• Dataset entries:
◆ ◆ ◆ ◆ ◆ ◆ ◆

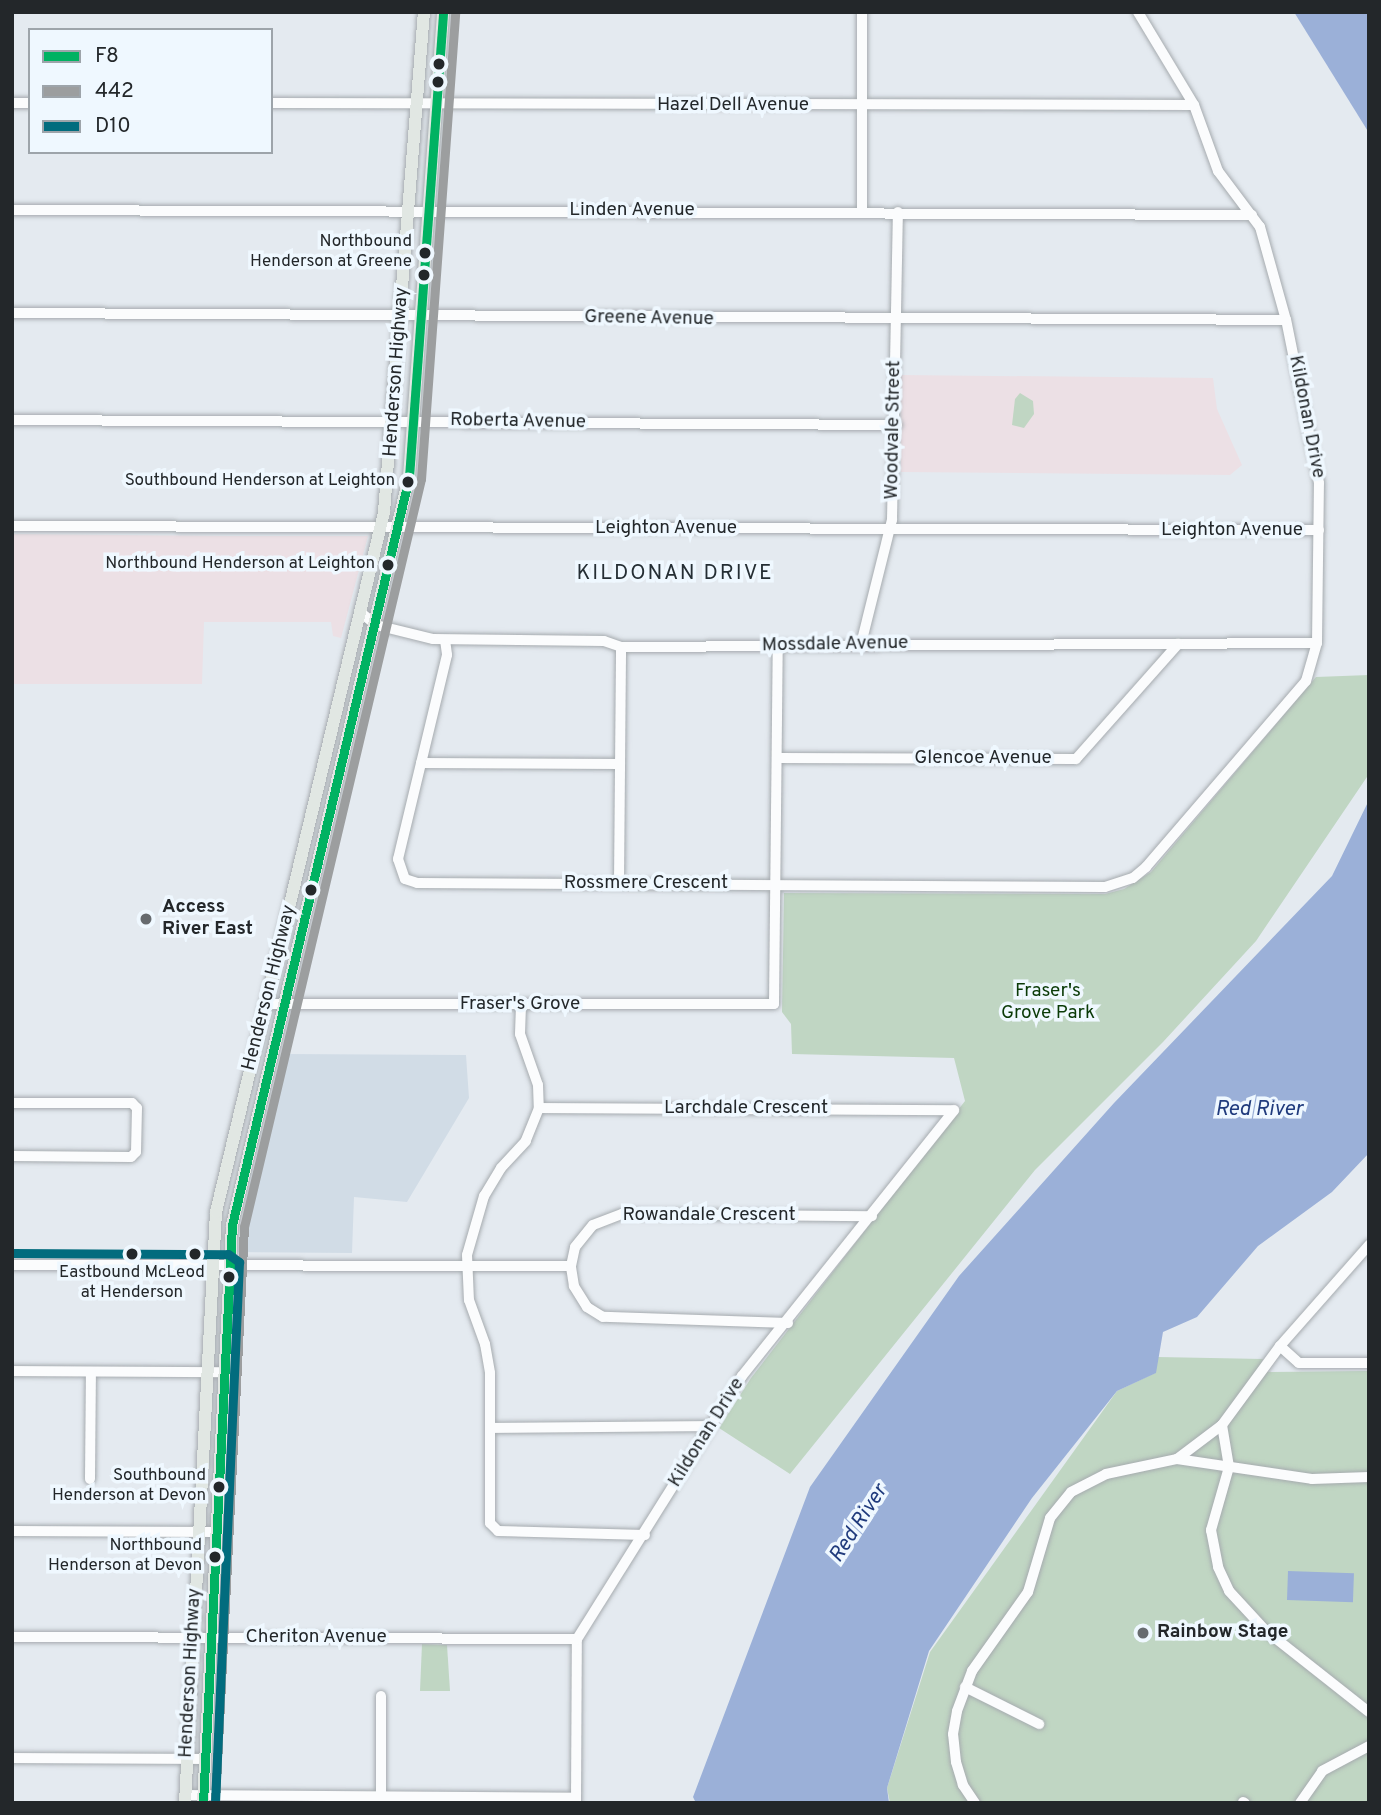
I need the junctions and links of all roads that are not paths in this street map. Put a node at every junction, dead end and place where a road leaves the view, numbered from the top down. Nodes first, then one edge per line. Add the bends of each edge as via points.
1 (424, 12) edge
2 (443, 12) edge
3 (862, 12) edge
4 (1138, 12) edge
5 (273, 103) edge
6 (417, 103) junction
7 (436, 104) junction
8 (1194, 105) junction
9 (861, 106) junction
10 (12, 210) edge
11 (409, 211) junction
12 (428, 211) junction
13 (862, 212) junction
14 (898, 212) junction
15 (1252, 215) junction
16 (12, 313) edge
17 (420, 316) junction
18 (401, 317) junction
19 (1286, 320) junction
20 (894, 321) junction
21 (12, 420) edge
22 (393, 421) junction
23 (412, 421) junction
24 (897, 425) junction
25 (12, 526) edge
26 (380, 528) junction
27 (400, 528) junction
28 (1319, 530) junction
29 (890, 531) junction
30 (360, 612) junction
31 (376, 625) junction
32 (444, 640) junction
33 (1178, 643) junction
34 (1317, 643) junction
35 (860, 645) junction
36 (621, 647) junction
37 (778, 647) junction
38 (337, 709) junction
39 (354, 713) junction
40 (778, 758) junction
41 (421, 763) junction
42 (620, 764) junction
43 (312, 813) junction
44 (330, 816) junction
45 (1133, 878) joint
46 (620, 883) junction
47 (776, 886) junction
48 (285, 1003) junction
49 (266, 1004) junction
50 (521, 1005) junction
51 (12, 1103) edge
52 (539, 1108) junction
53 (954, 1110) joint
54 (233, 1137) junction
55 (249, 1150) junction
56 (12, 1156) edge
57 (872, 1216) junction
58 (1368, 1246) edge
59 (12, 1265) edge
60 (211, 1266) junction
61 (228, 1266) junction
62 (571, 1266) junction
63 (467, 1268) junction
64 (788, 1323) junction
65 (1280, 1346) junction
66 (1369, 1363) edge
67 (12, 1371) edge
68 (91, 1372) junction
69 (205, 1372) junction
70 (223, 1372) junction
71 (1222, 1425) junction
72 (711, 1426) junction
73 (490, 1428) junction
74 (1177, 1459) junction
75 (1228, 1467) junction
76 (1369, 1477) edge
77 (90, 1479) dead end
78 (12, 1531) edge
79 (198, 1532) junction
80 (215, 1532) junction
81 (645, 1535) junction
82 (12, 1637) edge
83 (192, 1637) junction
84 (211, 1637) junction
85 (577, 1639) junction
86 (965, 1687) junction
87 (381, 1696) dead end
88 (1369, 1712) edge
89 (1039, 1724) dead end
90 (1369, 1746) edge
91 (12, 1758) edge
92 (187, 1759) junction
93 (205, 1759) junction
94 (381, 1797) junction
95 (185, 1799) edge
96 (203, 1800) edge
97 (576, 1800) edge
98 (975, 1803) edge
99 (1300, 1803) edge

1 - 6 main road, Henderson Highway
2 - 7 main road, Henderson Highway
3 - 9 street
4 - 8 street, Kildonan Drive
5 - 6 street, Hazel Dell Avenue
6 - 7 street, Hazel Dell Avenue
6 - 11 main road, Henderson Highway
7 - 9 street, Hazel Dell Avenue
7 - 12 main road, Henderson Highway
8 - 9 street, Hazel Dell Avenue
8 - 15 street, Kildonan Drive via 1218,171
9 - 13 street
10 - 11 street, Linden Avenue
11 - 12 street, Linden Avenue
11 - 18 main road, Henderson Highway
12 - 13 street, Linden Avenue
12 - 17 main road, Henderson Highway
13 - 14 street, Linden Avenue
14 - 15 street, Linden Avenue
14 - 20 street, Woodvale Street
15 - 19 street, Kildonan Drive via 1260,227
16 - 18 street, Greene Avenue
17 - 18 street, Greene Avenue
17 - 20 street, Greene Avenue
17 - 23 main road, Henderson Highway
18 - 22 main road, Henderson Highway
19 - 20 street, Greene Avenue
19 - 28 street, Kildonan Drive via 1319,483
20 - 24 street, Woodvale Street
21 - 22 street, Roberta Avenue
22 - 23 street, Roberta Avenue
22 - 26 main road, Henderson Highway
23 - 24 street, Roberta Avenue
23 - 27 main road, Henderson Highway
24 - 29 street, Woodvale Street
25 - 26 street, Leighton Avenue
26 - 27 street, Leighton Avenue
26 - 30 main road, Henderson Highway
27 - 29 street, Leighton Avenue
27 - 31 main road, Henderson Highway
28 - 29 street, Leighton Avenue
28 - 34 street, Kildonan Drive
29 - 35 street, Woodvale Street
30 - 31 street, Mossdale Avenue
30 - 38 main road, Henderson Highway
31 - 32 street, Mossdale Avenue
31 - 39 main road, Henderson Highway
32 - 36 street, Mossdale Avenue via 604,641
32 - 41 street, Rossmere Crescent via 447,655
33 - 34 street, Mossdale Avenue
33 - 35 street, Mossdale Avenue
33 - 40 street, Glencoe Avenue via 1076,759
34 - 45 street, Kildonan Drive via 1306,681
35 - 37 street, Mossdale Avenue
36 - 37 street, Mossdale Avenue
36 - 42 street
37 - 40 street
38 - 39 main road
38 - 43 main road, Henderson Highway
39 - 44 main road, Henderson Highway
40 - 47 street
41 - 42 street
41 - 46 street, Rossmere Crescent via 398,859 405,879 417,883
42 - 46 street
43 - 44 main road
43 - 49 main road, Henderson Highway
44 - 48 main road, Henderson Highway
45 - 47 street, Rossmere Crescent via 1105,887
46 - 47 street, Rossmere Crescent
47 - 50 street, Fraser's Grove via 774,1004
48 - 49 street, Fraser's Grove
48 - 50 street, Fraser's Grove
48 - 55 main road, Henderson Highway
49 - 54 main road, Henderson Highway
50 - 52 street via 520,1034 538,1085
51 - 56 street via 132,1103 137,1108 136,1152 131,1157
52 - 53 street, Larchdale Crescent
52 - 63 street via 526,1141 500,1168 484,1196 474,1220
53 - 57 street, Kildonan Drive
54 - 55 main road
54 - 60 main road, Henderson Highway via 216,1212
55 - 61 main road, Henderson Highway via 236,1198
57 - 62 street, Rowandale Crescent via 614,1215 588,1228 575,1247
57 - 64 street, Kildonan Drive
58 - 65 street
59 - 60 street
60 - 61 street
60 - 69 main road, Henderson Highway
61 - 63 street
61 - 70 main road, Henderson Highway
62 - 63 street
62 - 64 street via 581,1299 596,1314 610,1319
63 - 73 street via 469,1300 488,1358
64 - 72 street, Kildonan Drive via 742,1377
65 - 66 street via 1299,1363
65 - 71 street
67 - 68 street
68 - 69 street
68 - 77 street
69 - 70 street
69 - 79 main road, Henderson Highway
70 - 80 main road, Henderson Highway
71 - 74 street
71 - 75 street
72 - 73 street
72 - 81 street, Kildonan Drive
73 - 81 street via 492,1529
74 - 75 street
74 - 86 street via 1092,1479 1062,1501 1046,1528 1028,1592
75 - 76 street via 1318,1479
75 - 88 street via 1211,1530 1218,1567 1230,1591 1265,1630
78 - 79 street
79 - 80 street
79 - 83 main road, Henderson Highway
80 - 84 main road, Henderson Highway
81 - 85 street, Kildonan Drive
82 - 83 street, Cheriton Avenue
83 - 84 street, Cheriton Avenue
83 - 92 main road, Henderson Highway
84 - 85 street, Cheriton Avenue
84 - 93 main road, Henderson Highway
85 - 97 street
86 - 89 street
86 - 98 street via 953,1734 963,1785
87 - 94 street
90 - 99 street via 1322,1771
91 - 92 street
92 - 93 street
92 - 95 main road, Henderson Highway
93 - 96 main road, Henderson Highway
94 - 96 street
94 - 97 street
95 - 96 street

◆ ◆ ◆ ◆ ◆ ◆ ◆

None of the pictures belong in the copy; transcribe the rest of the data exactly.

I need the junctions and links of all roads that are not paths in this street map. Put a node at every junction, dead end and place where a road leaves the view, numbered from the top down. Nodes first, then one edge per line. Add the bends of each edge as via points.
1 (424, 12) edge
2 (443, 12) edge
3 (862, 12) edge
4 (1138, 12) edge
5 (273, 103) edge
6 (417, 103) junction
7 (436, 104) junction
8 (1194, 105) junction
9 (861, 106) junction
10 (12, 210) edge
11 (409, 211) junction
12 (428, 211) junction
13 (862, 212) junction
14 (898, 212) junction
15 (1252, 215) junction
16 (12, 313) edge
17 (420, 316) junction
18 (401, 317) junction
19 (1286, 320) junction
20 (894, 321) junction
21 (12, 420) edge
22 (393, 421) junction
23 (412, 421) junction
24 (897, 425) junction
25 (12, 526) edge
26 (380, 528) junction
27 (400, 528) junction
28 (1319, 530) junction
29 (890, 531) junction
30 (360, 612) junction
31 (376, 625) junction
32 (444, 640) junction
33 (1178, 643) junction
34 (1317, 643) junction
35 (860, 645) junction
36 (621, 647) junction
37 (778, 647) junction
38 (337, 709) junction
39 (354, 713) junction
40 (778, 758) junction
41 (421, 763) junction
42 (620, 764) junction
43 (312, 813) junction
44 (330, 816) junction
45 (1133, 878) joint
46 (620, 883) junction
47 (776, 886) junction
48 (285, 1003) junction
49 (266, 1004) junction
50 (521, 1005) junction
51 (12, 1103) edge
52 (539, 1108) junction
53 (954, 1110) joint
54 (233, 1137) junction
55 (249, 1150) junction
56 (12, 1156) edge
57 (872, 1216) junction
58 (1368, 1246) edge
59 (12, 1265) edge
60 (211, 1266) junction
61 (228, 1266) junction
62 (571, 1266) junction
63 (467, 1268) junction
64 (788, 1323) junction
65 (1280, 1346) junction
66 (1369, 1363) edge
67 (12, 1371) edge
68 (91, 1372) junction
69 (205, 1372) junction
70 (223, 1372) junction
71 (1222, 1425) junction
72 (711, 1426) junction
73 (490, 1428) junction
74 (1177, 1459) junction
75 (1228, 1467) junction
76 (1369, 1477) edge
77 (90, 1479) dead end
78 (12, 1531) edge
79 (198, 1532) junction
80 (215, 1532) junction
81 (645, 1535) junction
82 (12, 1637) edge
83 (192, 1637) junction
84 (211, 1637) junction
85 (577, 1639) junction
86 (965, 1687) junction
87 (381, 1696) dead end
88 (1369, 1712) edge
89 (1039, 1724) dead end
90 (1369, 1746) edge
91 (12, 1758) edge
92 (187, 1759) junction
93 (205, 1759) junction
94 (381, 1797) junction
95 (185, 1799) edge
96 (203, 1800) edge
97 (576, 1800) edge
98 (975, 1803) edge
99 (1300, 1803) edge

1 - 6 main road, Henderson Highway
2 - 7 main road, Henderson Highway
3 - 9 street
4 - 8 street, Kildonan Drive
5 - 6 street, Hazel Dell Avenue
6 - 7 street, Hazel Dell Avenue
6 - 11 main road, Henderson Highway
7 - 9 street, Hazel Dell Avenue
7 - 12 main road, Henderson Highway
8 - 9 street, Hazel Dell Avenue
8 - 15 street, Kildonan Drive via 1218,171
9 - 13 street
10 - 11 street, Linden Avenue
11 - 12 street, Linden Avenue
11 - 18 main road, Henderson Highway
12 - 13 street, Linden Avenue
12 - 17 main road, Henderson Highway
13 - 14 street, Linden Avenue
14 - 15 street, Linden Avenue
14 - 20 street, Woodvale Street
15 - 19 street, Kildonan Drive via 1260,227
16 - 18 street, Greene Avenue
17 - 18 street, Greene Avenue
17 - 20 street, Greene Avenue
17 - 23 main road, Henderson Highway
18 - 22 main road, Henderson Highway
19 - 20 street, Greene Avenue
19 - 28 street, Kildonan Drive via 1319,483
20 - 24 street, Woodvale Street
21 - 22 street, Roberta Avenue
22 - 23 street, Roberta Avenue
22 - 26 main road, Henderson Highway
23 - 24 street, Roberta Avenue
23 - 27 main road, Henderson Highway
24 - 29 street, Woodvale Street
25 - 26 street, Leighton Avenue
26 - 27 street, Leighton Avenue
26 - 30 main road, Henderson Highway
27 - 29 street, Leighton Avenue
27 - 31 main road, Henderson Highway
28 - 29 street, Leighton Avenue
28 - 34 street, Kildonan Drive
29 - 35 street, Woodvale Street
30 - 31 street, Mossdale Avenue
30 - 38 main road, Henderson Highway
31 - 32 street, Mossdale Avenue
31 - 39 main road, Henderson Highway
32 - 36 street, Mossdale Avenue via 604,641
32 - 41 street, Rossmere Crescent via 447,655
33 - 34 street, Mossdale Avenue
33 - 35 street, Mossdale Avenue
33 - 40 street, Glencoe Avenue via 1076,759
34 - 45 street, Kildonan Drive via 1306,681
35 - 37 street, Mossdale Avenue
36 - 37 street, Mossdale Avenue
36 - 42 street
37 - 40 street
38 - 39 main road
38 - 43 main road, Henderson Highway
39 - 44 main road, Henderson Highway
40 - 47 street
41 - 42 street
41 - 46 street, Rossmere Crescent via 398,859 405,879 417,883
42 - 46 street
43 - 44 main road
43 - 49 main road, Henderson Highway
44 - 48 main road, Henderson Highway
45 - 47 street, Rossmere Crescent via 1105,887
46 - 47 street, Rossmere Crescent
47 - 50 street, Fraser's Grove via 774,1004
48 - 49 street, Fraser's Grove
48 - 50 street, Fraser's Grove
48 - 55 main road, Henderson Highway
49 - 54 main road, Henderson Highway
50 - 52 street via 520,1034 538,1085
51 - 56 street via 132,1103 137,1108 136,1152 131,1157
52 - 53 street, Larchdale Crescent
52 - 63 street via 526,1141 500,1168 484,1196 474,1220
53 - 57 street, Kildonan Drive
54 - 55 main road
54 - 60 main road, Henderson Highway via 216,1212
55 - 61 main road, Henderson Highway via 236,1198
57 - 62 street, Rowandale Crescent via 614,1215 588,1228 575,1247
57 - 64 street, Kildonan Drive
58 - 65 street
59 - 60 street
60 - 61 street
60 - 69 main road, Henderson Highway
61 - 63 street
61 - 70 main road, Henderson Highway
62 - 63 street
62 - 64 street via 581,1299 596,1314 610,1319
63 - 73 street via 469,1300 488,1358
64 - 72 street, Kildonan Drive via 742,1377
65 - 66 street via 1299,1363
65 - 71 street
67 - 68 street
68 - 69 street
68 - 77 street
69 - 70 street
69 - 79 main road, Henderson Highway
70 - 80 main road, Henderson Highway
71 - 74 street
71 - 75 street
72 - 73 street
72 - 81 street, Kildonan Drive
73 - 81 street via 492,1529
74 - 75 street
74 - 86 street via 1092,1479 1062,1501 1046,1528 1028,1592
75 - 76 street via 1318,1479
75 - 88 street via 1211,1530 1218,1567 1230,1591 1265,1630
78 - 79 street
79 - 80 street
79 - 83 main road, Henderson Highway
80 - 84 main road, Henderson Highway
81 - 85 street, Kildonan Drive
82 - 83 street, Cheriton Avenue
83 - 84 street, Cheriton Avenue
83 - 92 main road, Henderson Highway
84 - 85 street, Cheriton Avenue
84 - 93 main road, Henderson Highway
85 - 97 street
86 - 89 street
86 - 98 street via 953,1734 963,1785
87 - 94 street
90 - 99 street via 1322,1771
91 - 92 street
92 - 93 street
92 - 95 main road, Henderson Highway
93 - 96 main road, Henderson Highway
94 - 96 street
94 - 97 street
95 - 96 street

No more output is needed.